In line with our results, several studies have found preemptive analgesia with the use of ketoprofen, suggesting not that COX inhibition may help only in postoperative analgesia, but also in the reduction of OIH [12] [13] [14] [15] [16] [24].
According to this scenario, laboratory investigations have reported that ketamine, the NMDA antagonists is particularly effective in reducing persistent pain associated with central sensitization in various experimental models [8] [19] [25] [26] [27] [28].
Lidocaine, a local anesthetic from the amide group, has been shown effectiveness, when administered by different routes, to be effective in the management of pain and, in our study, it was no different, since both intraperitoneally and incisional wound site showed in reducing OIH [17] [20] [29].
This effect observed with ketoprofen, ketamine and lidocaine was not observed with the use of propofol in bolus, with pain response without statistical difference to the group treated with fentanyl, differing from other studies that used propofol in continuous infusion.
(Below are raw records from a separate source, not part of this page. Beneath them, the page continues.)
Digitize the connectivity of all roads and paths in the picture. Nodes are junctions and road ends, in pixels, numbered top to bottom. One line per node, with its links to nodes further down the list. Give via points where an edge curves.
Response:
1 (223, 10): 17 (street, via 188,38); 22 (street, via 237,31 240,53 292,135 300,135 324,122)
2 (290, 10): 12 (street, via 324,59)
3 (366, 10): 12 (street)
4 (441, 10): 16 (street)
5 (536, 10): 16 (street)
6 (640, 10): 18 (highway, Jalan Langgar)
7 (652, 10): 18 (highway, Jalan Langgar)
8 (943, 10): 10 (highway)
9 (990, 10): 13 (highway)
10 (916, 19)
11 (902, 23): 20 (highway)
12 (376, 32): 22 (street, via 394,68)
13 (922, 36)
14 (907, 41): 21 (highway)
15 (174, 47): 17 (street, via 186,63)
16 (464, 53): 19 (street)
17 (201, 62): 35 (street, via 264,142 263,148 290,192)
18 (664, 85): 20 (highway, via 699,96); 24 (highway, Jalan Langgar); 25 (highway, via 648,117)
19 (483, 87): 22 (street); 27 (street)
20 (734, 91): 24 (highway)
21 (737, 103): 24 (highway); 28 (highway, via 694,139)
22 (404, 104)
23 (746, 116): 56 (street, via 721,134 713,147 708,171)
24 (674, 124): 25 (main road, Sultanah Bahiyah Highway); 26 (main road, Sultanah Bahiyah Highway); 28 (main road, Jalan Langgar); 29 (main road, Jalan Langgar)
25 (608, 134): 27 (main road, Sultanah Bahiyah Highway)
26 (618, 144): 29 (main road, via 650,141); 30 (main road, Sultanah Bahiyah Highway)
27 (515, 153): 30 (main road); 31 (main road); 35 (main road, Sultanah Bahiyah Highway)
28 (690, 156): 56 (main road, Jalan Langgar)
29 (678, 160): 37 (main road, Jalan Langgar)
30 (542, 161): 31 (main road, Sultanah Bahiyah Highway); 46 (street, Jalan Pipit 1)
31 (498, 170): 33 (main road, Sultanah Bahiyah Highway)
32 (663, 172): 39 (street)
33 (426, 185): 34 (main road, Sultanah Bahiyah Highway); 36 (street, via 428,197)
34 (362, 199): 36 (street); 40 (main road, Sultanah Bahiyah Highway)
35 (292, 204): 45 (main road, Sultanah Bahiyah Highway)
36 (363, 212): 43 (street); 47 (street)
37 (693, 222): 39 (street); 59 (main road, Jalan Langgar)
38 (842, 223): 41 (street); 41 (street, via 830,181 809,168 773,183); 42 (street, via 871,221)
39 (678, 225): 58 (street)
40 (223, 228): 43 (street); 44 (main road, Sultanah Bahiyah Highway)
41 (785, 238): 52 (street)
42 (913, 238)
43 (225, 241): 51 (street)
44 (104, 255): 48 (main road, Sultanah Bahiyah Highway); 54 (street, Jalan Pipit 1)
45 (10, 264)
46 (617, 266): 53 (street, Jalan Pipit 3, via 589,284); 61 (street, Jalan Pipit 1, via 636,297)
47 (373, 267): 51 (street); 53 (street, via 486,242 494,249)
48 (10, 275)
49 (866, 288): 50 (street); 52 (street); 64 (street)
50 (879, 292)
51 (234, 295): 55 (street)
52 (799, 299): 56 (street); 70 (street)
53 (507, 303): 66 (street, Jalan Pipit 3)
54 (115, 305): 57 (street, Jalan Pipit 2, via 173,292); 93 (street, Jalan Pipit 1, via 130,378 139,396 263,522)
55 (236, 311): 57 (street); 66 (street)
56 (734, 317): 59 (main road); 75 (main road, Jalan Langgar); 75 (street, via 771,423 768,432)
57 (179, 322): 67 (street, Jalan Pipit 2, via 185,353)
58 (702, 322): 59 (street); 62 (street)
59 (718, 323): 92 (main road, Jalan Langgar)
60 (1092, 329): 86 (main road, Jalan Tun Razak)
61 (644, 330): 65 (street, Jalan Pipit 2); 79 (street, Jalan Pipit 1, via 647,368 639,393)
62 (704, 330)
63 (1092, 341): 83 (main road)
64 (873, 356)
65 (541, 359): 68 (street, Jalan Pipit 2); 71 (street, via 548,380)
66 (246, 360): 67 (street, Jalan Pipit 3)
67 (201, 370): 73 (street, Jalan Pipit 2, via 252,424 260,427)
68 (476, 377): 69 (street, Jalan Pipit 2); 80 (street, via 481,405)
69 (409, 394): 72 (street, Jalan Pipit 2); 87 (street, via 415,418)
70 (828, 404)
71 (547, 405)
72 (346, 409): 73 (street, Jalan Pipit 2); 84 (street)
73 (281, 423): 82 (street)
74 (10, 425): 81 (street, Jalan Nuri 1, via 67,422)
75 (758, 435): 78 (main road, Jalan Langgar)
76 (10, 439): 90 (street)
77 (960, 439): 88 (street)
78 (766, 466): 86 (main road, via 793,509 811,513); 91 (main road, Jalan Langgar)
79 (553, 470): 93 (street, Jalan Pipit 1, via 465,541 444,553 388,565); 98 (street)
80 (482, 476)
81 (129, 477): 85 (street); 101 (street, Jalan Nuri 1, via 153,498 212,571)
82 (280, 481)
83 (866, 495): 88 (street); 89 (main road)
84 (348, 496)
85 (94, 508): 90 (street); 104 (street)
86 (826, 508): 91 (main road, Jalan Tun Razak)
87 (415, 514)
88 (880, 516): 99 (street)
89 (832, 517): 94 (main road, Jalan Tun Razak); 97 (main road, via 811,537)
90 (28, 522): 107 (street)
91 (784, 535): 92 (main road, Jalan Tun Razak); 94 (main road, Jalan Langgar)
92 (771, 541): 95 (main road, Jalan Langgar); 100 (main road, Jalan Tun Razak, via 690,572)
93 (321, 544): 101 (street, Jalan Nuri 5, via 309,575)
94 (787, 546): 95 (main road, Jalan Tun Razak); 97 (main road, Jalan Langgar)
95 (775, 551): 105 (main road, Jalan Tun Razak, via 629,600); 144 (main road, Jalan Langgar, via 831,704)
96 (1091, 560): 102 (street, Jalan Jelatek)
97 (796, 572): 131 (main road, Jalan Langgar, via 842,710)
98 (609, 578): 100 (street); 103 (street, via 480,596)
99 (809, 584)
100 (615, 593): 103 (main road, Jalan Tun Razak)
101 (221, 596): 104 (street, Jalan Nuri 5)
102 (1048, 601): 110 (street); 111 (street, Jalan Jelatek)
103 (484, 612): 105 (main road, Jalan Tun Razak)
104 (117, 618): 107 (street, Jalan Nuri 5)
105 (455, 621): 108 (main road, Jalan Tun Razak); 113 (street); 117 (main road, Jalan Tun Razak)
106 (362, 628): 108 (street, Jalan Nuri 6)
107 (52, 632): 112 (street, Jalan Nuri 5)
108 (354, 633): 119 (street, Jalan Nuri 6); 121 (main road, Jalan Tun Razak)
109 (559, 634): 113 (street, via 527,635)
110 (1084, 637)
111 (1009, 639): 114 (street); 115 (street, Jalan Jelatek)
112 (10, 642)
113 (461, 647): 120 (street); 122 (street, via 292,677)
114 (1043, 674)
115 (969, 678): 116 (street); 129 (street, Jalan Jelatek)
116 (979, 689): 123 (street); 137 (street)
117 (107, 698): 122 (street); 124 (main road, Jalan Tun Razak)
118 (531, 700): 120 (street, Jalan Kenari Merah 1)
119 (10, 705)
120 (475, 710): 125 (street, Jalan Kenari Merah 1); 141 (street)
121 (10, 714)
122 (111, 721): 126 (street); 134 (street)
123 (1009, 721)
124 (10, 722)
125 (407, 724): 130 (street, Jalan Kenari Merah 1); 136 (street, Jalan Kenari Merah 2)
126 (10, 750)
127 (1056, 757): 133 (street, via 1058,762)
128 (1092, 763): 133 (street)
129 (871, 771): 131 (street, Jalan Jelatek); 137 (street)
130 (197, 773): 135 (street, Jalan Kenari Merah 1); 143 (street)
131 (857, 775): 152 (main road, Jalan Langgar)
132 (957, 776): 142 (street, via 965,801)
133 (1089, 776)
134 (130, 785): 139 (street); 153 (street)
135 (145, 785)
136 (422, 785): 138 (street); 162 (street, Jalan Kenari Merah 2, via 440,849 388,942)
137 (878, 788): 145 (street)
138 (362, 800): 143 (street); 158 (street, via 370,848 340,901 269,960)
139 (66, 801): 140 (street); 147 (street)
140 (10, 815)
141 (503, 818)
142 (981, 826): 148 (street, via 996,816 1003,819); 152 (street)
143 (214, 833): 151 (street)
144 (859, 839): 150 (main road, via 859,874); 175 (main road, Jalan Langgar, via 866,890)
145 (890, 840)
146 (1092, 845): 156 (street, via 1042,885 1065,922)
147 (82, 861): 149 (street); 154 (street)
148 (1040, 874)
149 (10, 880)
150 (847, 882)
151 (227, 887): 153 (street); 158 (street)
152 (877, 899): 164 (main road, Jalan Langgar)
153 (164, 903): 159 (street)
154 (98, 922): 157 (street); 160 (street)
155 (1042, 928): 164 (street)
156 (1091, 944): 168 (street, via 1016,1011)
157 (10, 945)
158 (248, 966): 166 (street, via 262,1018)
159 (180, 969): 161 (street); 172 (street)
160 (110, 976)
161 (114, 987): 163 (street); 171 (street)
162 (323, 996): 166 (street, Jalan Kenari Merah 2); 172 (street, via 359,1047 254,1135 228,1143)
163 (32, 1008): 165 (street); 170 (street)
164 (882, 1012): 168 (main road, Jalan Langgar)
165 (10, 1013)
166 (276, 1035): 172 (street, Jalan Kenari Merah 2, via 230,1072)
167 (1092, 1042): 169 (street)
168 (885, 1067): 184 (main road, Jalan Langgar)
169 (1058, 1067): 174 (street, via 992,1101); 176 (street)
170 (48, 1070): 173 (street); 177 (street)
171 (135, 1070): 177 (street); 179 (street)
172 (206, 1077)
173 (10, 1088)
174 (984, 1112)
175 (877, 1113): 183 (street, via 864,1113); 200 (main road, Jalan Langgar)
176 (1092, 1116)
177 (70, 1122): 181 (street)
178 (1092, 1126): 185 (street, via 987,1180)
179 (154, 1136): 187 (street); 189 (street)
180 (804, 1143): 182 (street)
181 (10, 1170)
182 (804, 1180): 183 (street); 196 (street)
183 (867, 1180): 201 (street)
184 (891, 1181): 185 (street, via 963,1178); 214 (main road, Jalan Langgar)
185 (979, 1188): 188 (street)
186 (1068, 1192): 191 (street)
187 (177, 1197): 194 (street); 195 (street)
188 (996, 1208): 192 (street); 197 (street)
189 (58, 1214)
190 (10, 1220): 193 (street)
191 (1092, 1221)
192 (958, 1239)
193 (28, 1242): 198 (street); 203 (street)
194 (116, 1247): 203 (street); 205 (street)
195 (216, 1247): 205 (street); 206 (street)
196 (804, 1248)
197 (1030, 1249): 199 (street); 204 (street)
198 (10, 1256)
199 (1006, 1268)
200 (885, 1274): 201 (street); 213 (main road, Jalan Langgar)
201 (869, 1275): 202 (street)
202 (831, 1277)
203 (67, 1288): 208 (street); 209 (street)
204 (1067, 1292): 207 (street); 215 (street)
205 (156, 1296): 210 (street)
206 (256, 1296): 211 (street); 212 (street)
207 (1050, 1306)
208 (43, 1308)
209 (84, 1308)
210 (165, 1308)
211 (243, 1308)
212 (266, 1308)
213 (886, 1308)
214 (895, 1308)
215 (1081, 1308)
This difference may have occurred due to the use of propofol bolus, unlike studies that used it in continuous infusion [30]. On the 5th day after the procedures, as observed in another study, we did not observe statistically significant differences between the groups, showing no residual hyperalgesia induced by a single dose of fentanyl [11]. Our results suggest the involvement of multiple factors in the development of OIH, including cyclooxygenases, NMDA receptors and fast sodium channels.
Hyperalgesia assessments in this study were limited to five days because another similar study showed no effects after this period [31].
6. Conclusion
The present study suggests fentanyl-induced hyperalgesia and a possible attenuating effect of this noxious effect, mediated by ketoprofen, ketamine, lidocaine, but not by bolus propofol. However, other studies should confirm these findings.